> _TASK ITEM_
Each line in the records below that has the word "dead" should be copied.

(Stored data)
######

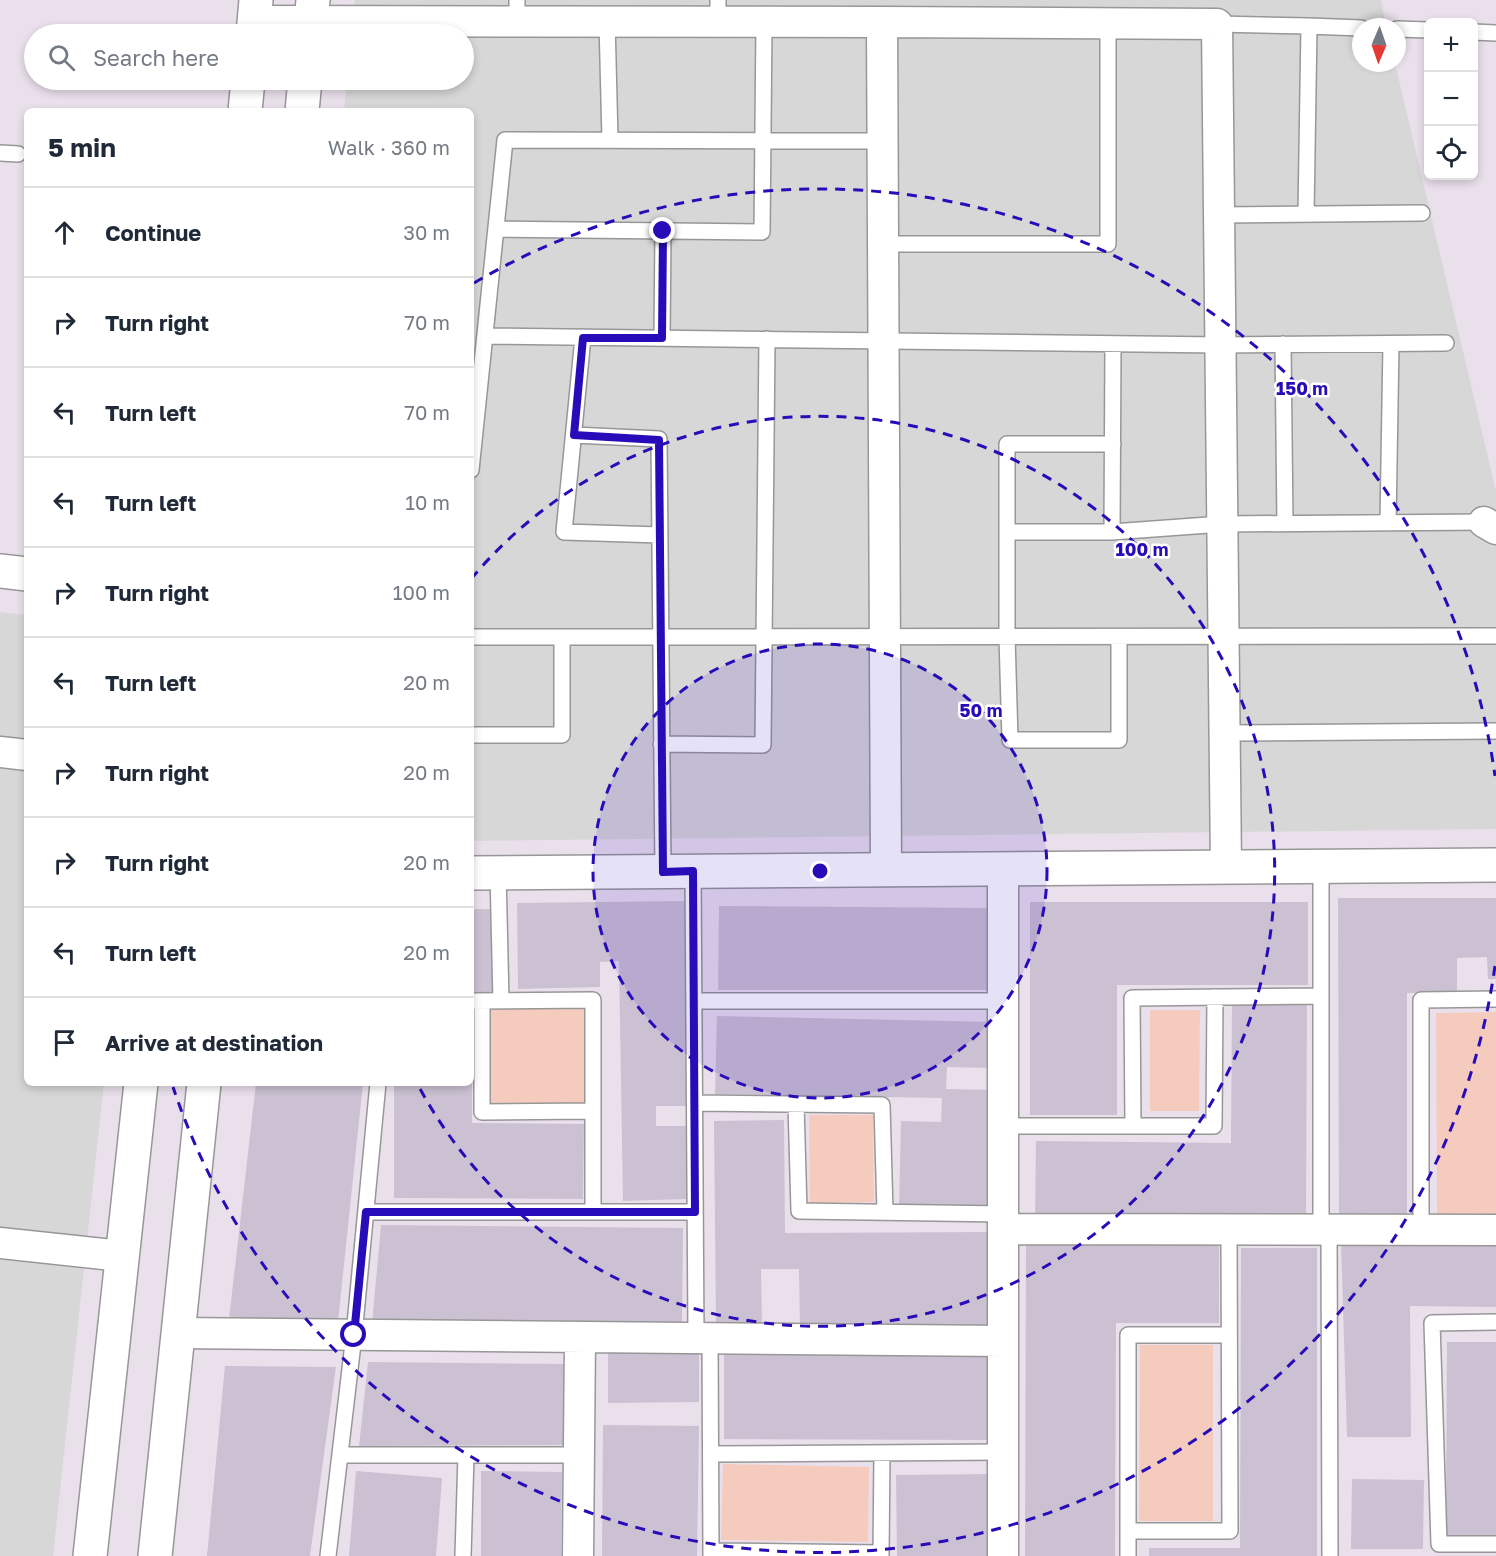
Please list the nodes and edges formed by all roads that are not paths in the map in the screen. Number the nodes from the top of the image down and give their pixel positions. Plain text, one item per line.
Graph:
1 (517, 10) edge
2 (718, 11) edge
3 (254, 18) edge
4 (311, 18) edge
5 (608, 21) junction
6 (764, 22) junction
7 (882, 22) junction
8 (1108, 22) junction
9 (1217, 24) junction
10 (1309, 26) junction
11 (1352, 28) edge
12 (1406, 29) edge
13 (1424, 30) edge
14 (1478, 32) edge
15 (1496, 33) edge
16 (247, 90) edge
17 (304, 90) edge
18 (245, 108) edge
19 (302, 108) edge
20 (610, 140) junction
21 (763, 141) junction
22 (883, 141) junction
23 (0, 153) edge
24 (18, 154) dead end
25 (1422, 213) dead end
26 (1306, 214) junction
27 (1219, 216) junction
28 (496, 229) junction
29 (663, 231) junction
30 (883, 244) junction
31 (485, 336) junction
32 (583, 338) junction
33 (662, 338) junction
34 (767, 339) junction
35 (884, 341) junction
36 (1446, 343) dead end
37 (1113, 344) junction
38 (1283, 344) junction
39 (1391, 344) junction
40 (1220, 345) junction
41 (574, 435) junction
42 (474, 441) edge
43 (1113, 444) junction
44 (1285, 523) junction
45 (1388, 523) junction
46 (1222, 524) junction
47 (1490, 526) edge
48 (1007, 532) junction
49 (1112, 532) junction
50 (660, 535) junction
51 (0, 571) edge
52 (24, 574) edge
53 (1223, 636) junction
54 (1496, 636) edge
55 (474, 637) edge
56 (562, 637) junction
57 (661, 637) junction
58 (763, 637) junction
59 (885, 637) junction
60 (1007, 637) junction
61 (1119, 637) junction
62 (1496, 730) edge
63 (1224, 734) junction
64 (474, 735) edge
65 (661, 744) junction
66 (0, 752) edge
67 (24, 755) edge
68 (1496, 865) edge
69 (1321, 867) junction
70 (1226, 868) junction
71 (1003, 869) junction
72 (886, 870) junction
73 (678, 871) junction
74 (485, 873) edge
75 (1321, 996) junction
76 (1215, 997) junction
77 (1496, 999) edge
78 (476, 1001) edge
79 (501, 1001) junction
80 (694, 1001) junction
81 (1003, 1001) junction
82 (141, 1086) edge
83 (204, 1086) edge
84 (378, 1086) edge
85 (694, 1103) junction
86 (796, 1104) junction
87 (593, 1111) junction
88 (1004, 1126) junction
89 (1133, 1126) junction
90 (366, 1212) junction
91 (593, 1212) junction
92 (695, 1212) junction
93 (885, 1212) junction
94 (1003, 1221) junction
95 (1229, 1230) junction
96 (1325, 1230) junction
97 (1421, 1230) junction
98 (1496, 1230) edge
99 (0, 1244) edge
100 (122, 1256) junction
101 (1496, 1322) edge
102 (178, 1333) junction
103 (354, 1335) junction
104 (1229, 1335) junction
105 (580, 1337) junction
106 (703, 1338) junction
107 (1003, 1341) junction
108 (1003, 1452) junction
109 (882, 1453) junction
110 (711, 1454) junction
111 (340, 1455) junction
112 (466, 1455) junction
113 (579, 1455) junction
114 (1128, 1531) junction
115 (1496, 1544) edge
116 (711, 1553) edge
117 (881, 1555) edge
118 (90, 1556) edge
119 (155, 1556) edge
120 (328, 1556) edge
121 (464, 1556) edge
122 (578, 1556) edge
123 (1003, 1556) edge
124 (1128, 1556) edge
125 (1330, 1556) edge

1 - 4 street
1 - 5 street
2 - 5 street
2 - 6 street
3 - 4 street
5 - 20 lane
6 - 7 street
6 - 21 lane
7 - 8 street
7 - 22 street
8 - 9 street
8 - 30 lane
9 - 10 lane
9 - 27 street
10 - 11 lane
10 - 26 lane
12 - 13 lane
14 - 15 lane
16 - 18 street
17 - 19 street
20 - 21 lane
20 - 28 lane
21 - 22 lane
21 - 29 lane
22 - 30 street
23 - 24 lane
25 - 26 lane
26 - 27 lane
27 - 40 street
28 - 29 lane
28 - 31 lane
29 - 33 lane
30 - 35 street
31 - 32 lane
31 - 42 lane
32 - 33 lane
32 - 41 lane
33 - 34 lane
34 - 35 lane
34 - 58 lane
35 - 37 lane
35 - 59 street
36 - 39 lane
37 - 40 lane
37 - 43 lane
38 - 39 lane
38 - 40 lane
38 - 44 lane
39 - 45 lane
40 - 46 street
41 - 50 lane
41 - 50 lane
43 - 48 lane
43 - 49 lane
44 - 45 lane
44 - 46 lane
45 - 47 lane
46 - 49 lane
46 - 53 street
48 - 49 lane
48 - 60 lane
50 - 57 lane
51 - 52 street
53 - 54 lane
53 - 61 lane
53 - 63 street
55 - 56 lane
56 - 57 lane
56 - 64 lane
57 - 58 lane
57 - 65 lane
58 - 59 lane
58 - 65 lane
59 - 60 lane
59 - 72 street
60 - 61 lane
60 - 61 lane
62 - 63 lane
63 - 70 street
65 - 73 lane
66 - 67 street
68 - 69 street
69 - 70 street
69 - 75 lane
70 - 71 street
71 - 72 street
71 - 81 street
72 - 73 street
73 - 74 street
73 - 80 lane
74 - 79 lane
75 - 76 lane
75 - 96 lane
76 - 89 lane
76 - 89 lane
77 - 97 lane
78 - 79 lane
78 - 87 lane
79 - 87 lane
80 - 81 lane
80 - 85 lane
81 - 88 street
82 - 100 street
83 - 102 street
84 - 90 lane
85 - 86 lane
85 - 92 lane
86 - 93 lane
86 - 93 lane
87 - 91 lane
88 - 89 lane
88 - 94 street
90 - 91 lane
90 - 103 lane
91 - 92 lane
92 - 106 lane
93 - 94 lane
94 - 95 street
94 - 107 street
95 - 96 street
95 - 104 lane
96 - 97 street
96 - 125 lane
97 - 98 street
99 - 100 street
100 - 118 street
101 - 115 lane
102 - 103 street
102 - 119 street
103 - 105 street
103 - 111 lane
104 - 114 lane
104 - 114 lane
105 - 106 street
105 - 113 street
106 - 107 street
106 - 110 lane
107 - 108 street
108 - 109 lane
108 - 123 street
109 - 110 lane
109 - 117 lane
110 - 116 lane
111 - 112 lane
111 - 120 lane
112 - 113 lane
112 - 121 lane
113 - 122 street
114 - 124 lane
116 - 117 lane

######

> _OUTPUT FOR THIS TASK_
24 (18, 154) dead end
25 (1422, 213) dead end
36 (1446, 343) dead end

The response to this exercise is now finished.